In addition, immediate student feedback revealed that the teams disliked the gallery walks for Parts 2 and 3 of Application II. Probably due to the displeasing experience with the first gallery walk of Part 2 and to the fact that the session was rather long, the students were not very engaged during Part 3 of Application II. Additionally, some students expressed the opinion that this question on physician-patient interaction was not appropriate for the HS course and would be a better fit for a more clinically oriented course. Note, however, that our school’s preclerkship curriculum is currently fostering many clinically relevant and professionalism topics early in the curriculum and that we will continue to look for opportunities to address this topic in an integrative manner throughout various portions of the curriculum. In the future, we may proactively address these students’ concerns by explaining to them prior to this part of the application that physician-patient interactions are complex and require skills that go beyond the knowledge acquired in a specific course. Pointing out to them that the ungraded TBL applications provide an excellent opportunity to train these work-life skills may increase their understanding and motivation.
Our students are exposed to radiographic images throughout the entire HS course. In addition to the radiographic material that is directly relevant to the TBL, radiographic images are integrated in many of the anatomy lectures and most chapters of our dissection guide. Accordingly, our students were not overwhelmed by the application material unbeknownst to them but perceived it as engaging and challenging. However, it may be necessary to adapt the material by providing more information when it is presented to students who are less familiar with radiographic images to maximize their performance in the TBL activity.
This module was delivered to medical students with very little to no clinical experience. Therefore, the clinical aspects of the presented cases did not play a major role in the application. However, it would be relatively easy to expand on these clinical aspects in order to make the TBL suitable for medical students in the clinical phase of their education.
To our knowledge, very little TBL material on embryology suitable for medical students has been published so far. This TBL exercise successfully facilitated the understanding of complex developmental processes, and therefore, the design of more modules with similar focus is desirable. In summary, we have developed a TBL module that allows for excellent integration of embryology, anatomy, and radiographic imaging. The module has been tested with a large class of medical students and can easily be adapted to smaller class sizes.

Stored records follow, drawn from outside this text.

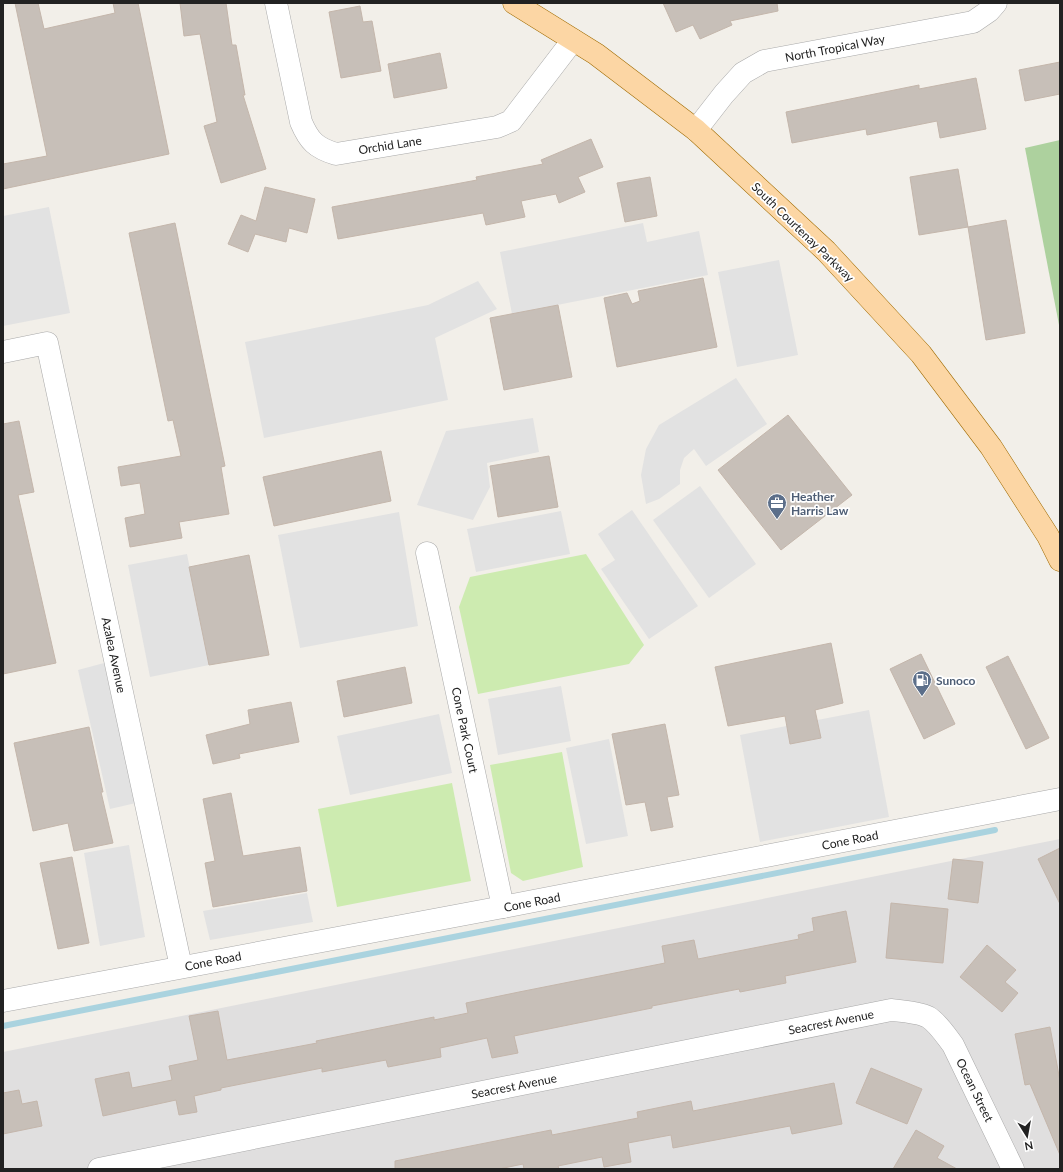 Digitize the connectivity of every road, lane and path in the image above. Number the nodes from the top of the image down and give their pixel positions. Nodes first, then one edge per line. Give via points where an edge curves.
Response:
1 (276, 3) edge
2 (514, 3) edge
3 (996, 3) edge
4 (573, 40) junction
5 (696, 130) junction
6 (3, 352) edge
7 (427, 553) dead end
8 (1060, 560) edge
9 (1060, 799) edge
10 (503, 907) junction
11 (181, 967) junction
12 (3, 1001) edge
13 (928, 1017) joint
14 (99, 1169) edge
15 (1013, 1169) edge

1 - 4 street, Orchid Lane via 301,122 306,134 316,144 323,150 336,154 497,127 511,121
2 - 4 main road, South Courtenay Parkway
3 - 5 street, North Tropical Way via 973,22 764,61 743,73
4 - 5 main road, South Courtenay Parkway via 596,54
5 - 8 main road, South Courtenay Parkway via 826,251 921,354 990,447 1048,536
6 - 11 street, Azalea Avenue via 47,344
7 - 10 street, Cone Park Court
9 - 10 street, Cone Road
10 - 11 street, Cone Road
11 - 12 street, Cone Road
13 - 14 street, Seacrest Avenue via 891,1010
13 - 15 street, Ocean Street via 953,1045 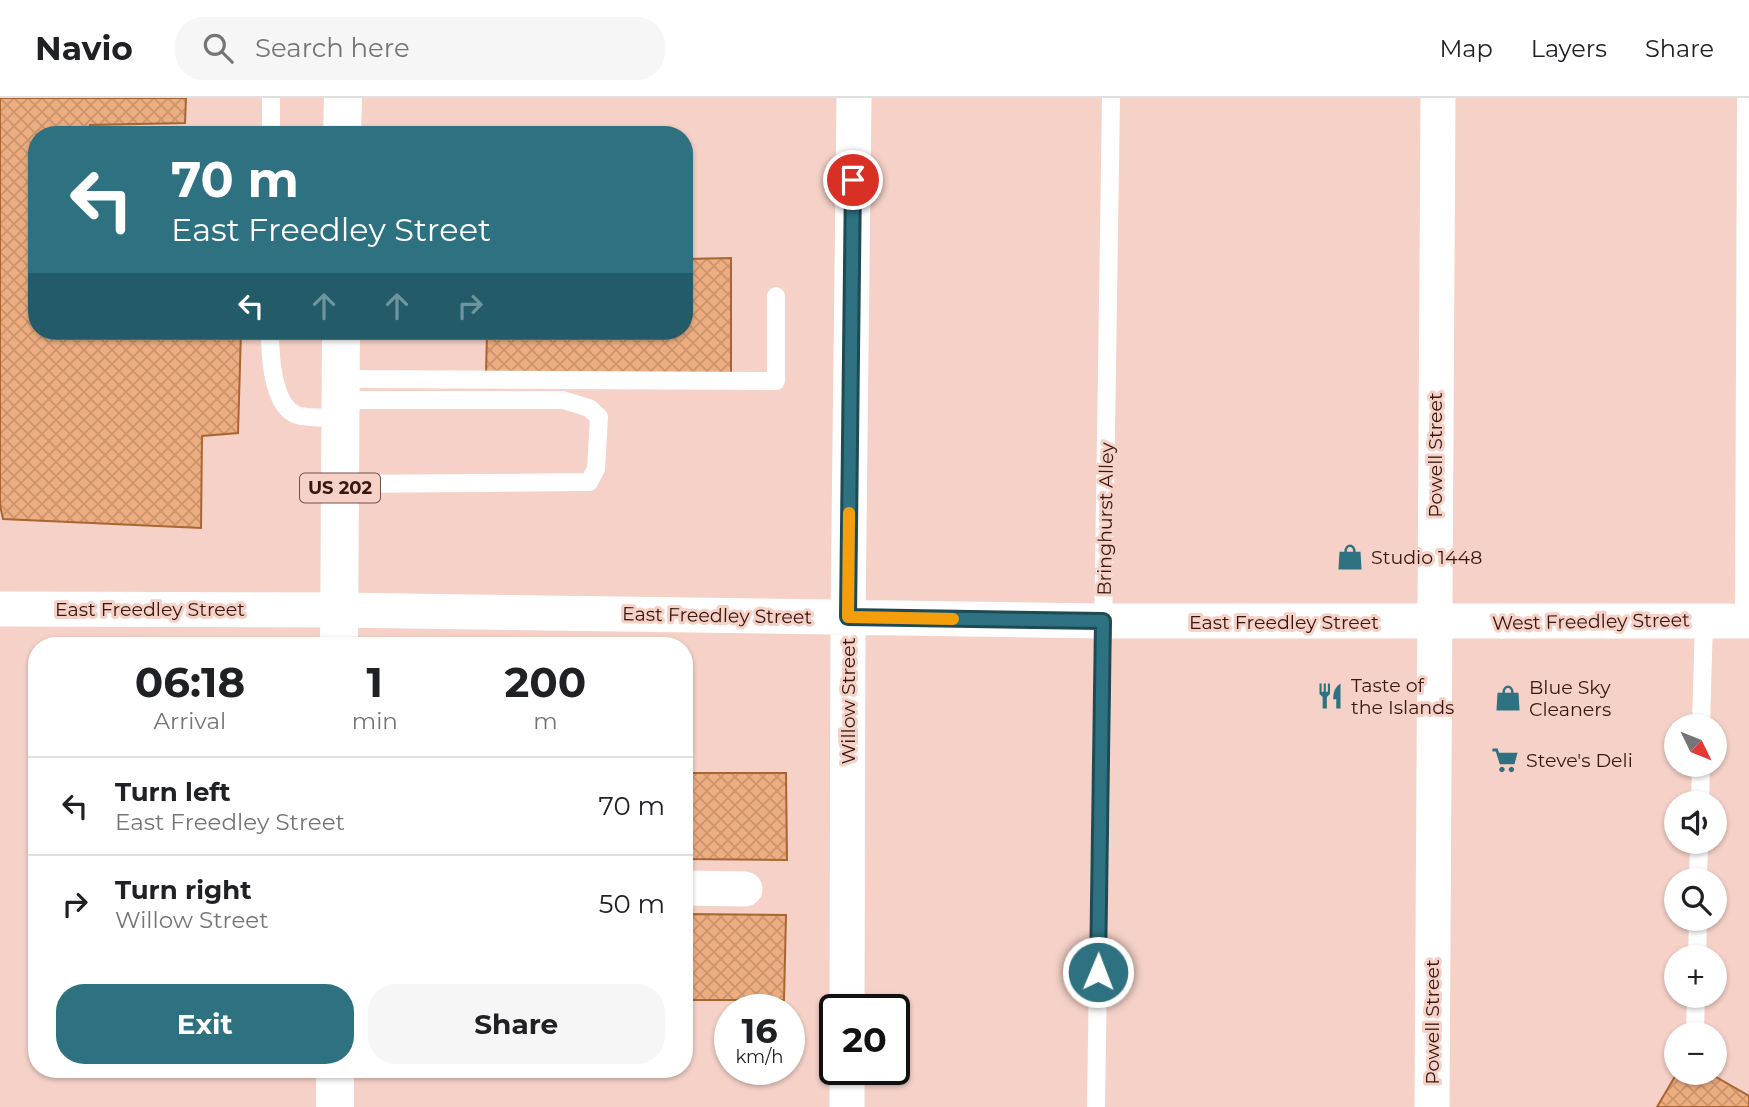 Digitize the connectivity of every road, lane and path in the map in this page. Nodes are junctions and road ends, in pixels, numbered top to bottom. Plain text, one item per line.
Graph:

We wish to thank Dr. Lindsey Pershern (Department of Psychiatry, University of Texas Southwestern [UTSW] Medical Center), Dr. Richard Finn (Departments of Surgery and Cell Biology, UTSW Medical Center), and Dr. Rodney Rohrich (Department of Plastic Surgery, UTSW Medical Center) for their expertise and feedback during the development of the team-based learning module and Dr. Palma Longo (Department of Health Care Science, UTSW Medical Center) for conducting the student survey. Additionally, we are grateful for the organizational support that was provided by the staff of the Office of Medical Education of UTSW Medical School.
None to report.
None to report.
Reported as not applicable.
- Reilly F, Allen E. Development of the face. MedEdPORTAL Publications. 2010;6:7863. http://dx.doi.org/10.15766/mep_2374-8265.7863
- Lee V, Hewetson A. Head and neck cross-sectional anatomy learning module. MedEdPORTAL Publications. 2015;11:9995. http://dx.doi.org/10.15766/mep_2374-8265.9995
- Phillips A, Thurber B, Teven C, Wortman J, Soneru A, Straus C. Self-guided study module for head and neck radiological anatomy. MedEdPORTAL Publications. 2014;10:9891. http://dx.doi.org/10.15766/mep_2374-8265.9891
- Reilly F, Kamsala M, Davis A, Altemus J, Reddy S. Introductory head & neck radiology for preclinical learners. MedEdPORTAL Publications. 2008;4:1566. http://dx.doi.org/10.15766/mep_2374-8265.1566
- 5Hegarty C, Nelson J. Stab to neck. MedEdPORTAL Publications. 2009;5:528. http://dx.doi.org/10.15766/mep_2374-8265.528
- Michaelsen LK. Getting started with team-based learning. In: Michaelsen LK, Knight AB, Fink LD, eds. Team-Based Learning: A Transformative Use of Small Groups. Westport, CT: Praeger Publishers; 2002:27-52.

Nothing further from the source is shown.